- [Supplied data]
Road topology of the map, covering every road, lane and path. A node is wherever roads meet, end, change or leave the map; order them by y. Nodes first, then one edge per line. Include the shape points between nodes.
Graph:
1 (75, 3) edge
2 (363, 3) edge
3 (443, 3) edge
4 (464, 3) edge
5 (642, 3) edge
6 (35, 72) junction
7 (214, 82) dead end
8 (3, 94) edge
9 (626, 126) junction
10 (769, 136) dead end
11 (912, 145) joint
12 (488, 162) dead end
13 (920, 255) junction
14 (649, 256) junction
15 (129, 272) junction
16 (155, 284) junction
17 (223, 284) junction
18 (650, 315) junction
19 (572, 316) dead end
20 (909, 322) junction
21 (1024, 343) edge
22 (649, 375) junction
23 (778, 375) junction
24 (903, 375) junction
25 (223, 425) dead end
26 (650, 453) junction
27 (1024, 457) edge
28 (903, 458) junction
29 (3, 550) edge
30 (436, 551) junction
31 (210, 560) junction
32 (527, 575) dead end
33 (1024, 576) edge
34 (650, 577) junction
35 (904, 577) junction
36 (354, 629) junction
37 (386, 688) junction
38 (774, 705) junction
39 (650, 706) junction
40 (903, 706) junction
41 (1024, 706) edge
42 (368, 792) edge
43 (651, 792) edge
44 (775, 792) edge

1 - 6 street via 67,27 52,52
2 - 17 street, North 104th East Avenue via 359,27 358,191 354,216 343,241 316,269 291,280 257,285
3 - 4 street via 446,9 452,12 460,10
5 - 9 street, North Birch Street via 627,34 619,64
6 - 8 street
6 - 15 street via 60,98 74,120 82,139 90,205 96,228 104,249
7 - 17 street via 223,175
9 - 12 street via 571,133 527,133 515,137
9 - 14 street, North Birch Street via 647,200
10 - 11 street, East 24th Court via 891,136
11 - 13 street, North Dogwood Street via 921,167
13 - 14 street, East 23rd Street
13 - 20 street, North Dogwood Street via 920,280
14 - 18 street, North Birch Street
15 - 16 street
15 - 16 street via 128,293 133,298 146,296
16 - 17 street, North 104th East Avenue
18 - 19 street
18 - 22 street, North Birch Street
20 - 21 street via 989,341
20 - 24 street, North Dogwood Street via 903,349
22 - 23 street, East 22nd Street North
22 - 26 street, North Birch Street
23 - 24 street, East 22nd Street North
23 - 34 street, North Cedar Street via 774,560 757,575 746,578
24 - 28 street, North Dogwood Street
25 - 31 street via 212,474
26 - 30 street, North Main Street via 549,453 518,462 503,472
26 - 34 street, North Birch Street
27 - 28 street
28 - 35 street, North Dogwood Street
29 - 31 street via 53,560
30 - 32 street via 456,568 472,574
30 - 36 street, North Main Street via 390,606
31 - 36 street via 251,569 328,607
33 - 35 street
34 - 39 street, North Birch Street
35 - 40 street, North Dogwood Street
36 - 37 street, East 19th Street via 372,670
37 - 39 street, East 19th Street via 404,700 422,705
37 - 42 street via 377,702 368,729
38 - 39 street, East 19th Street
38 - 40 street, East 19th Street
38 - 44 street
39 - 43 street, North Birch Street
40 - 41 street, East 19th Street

- [Your objective] Reply with the number of lines in the preceding entries that contain "Main", and no other words.

- [Output of the exercise] 2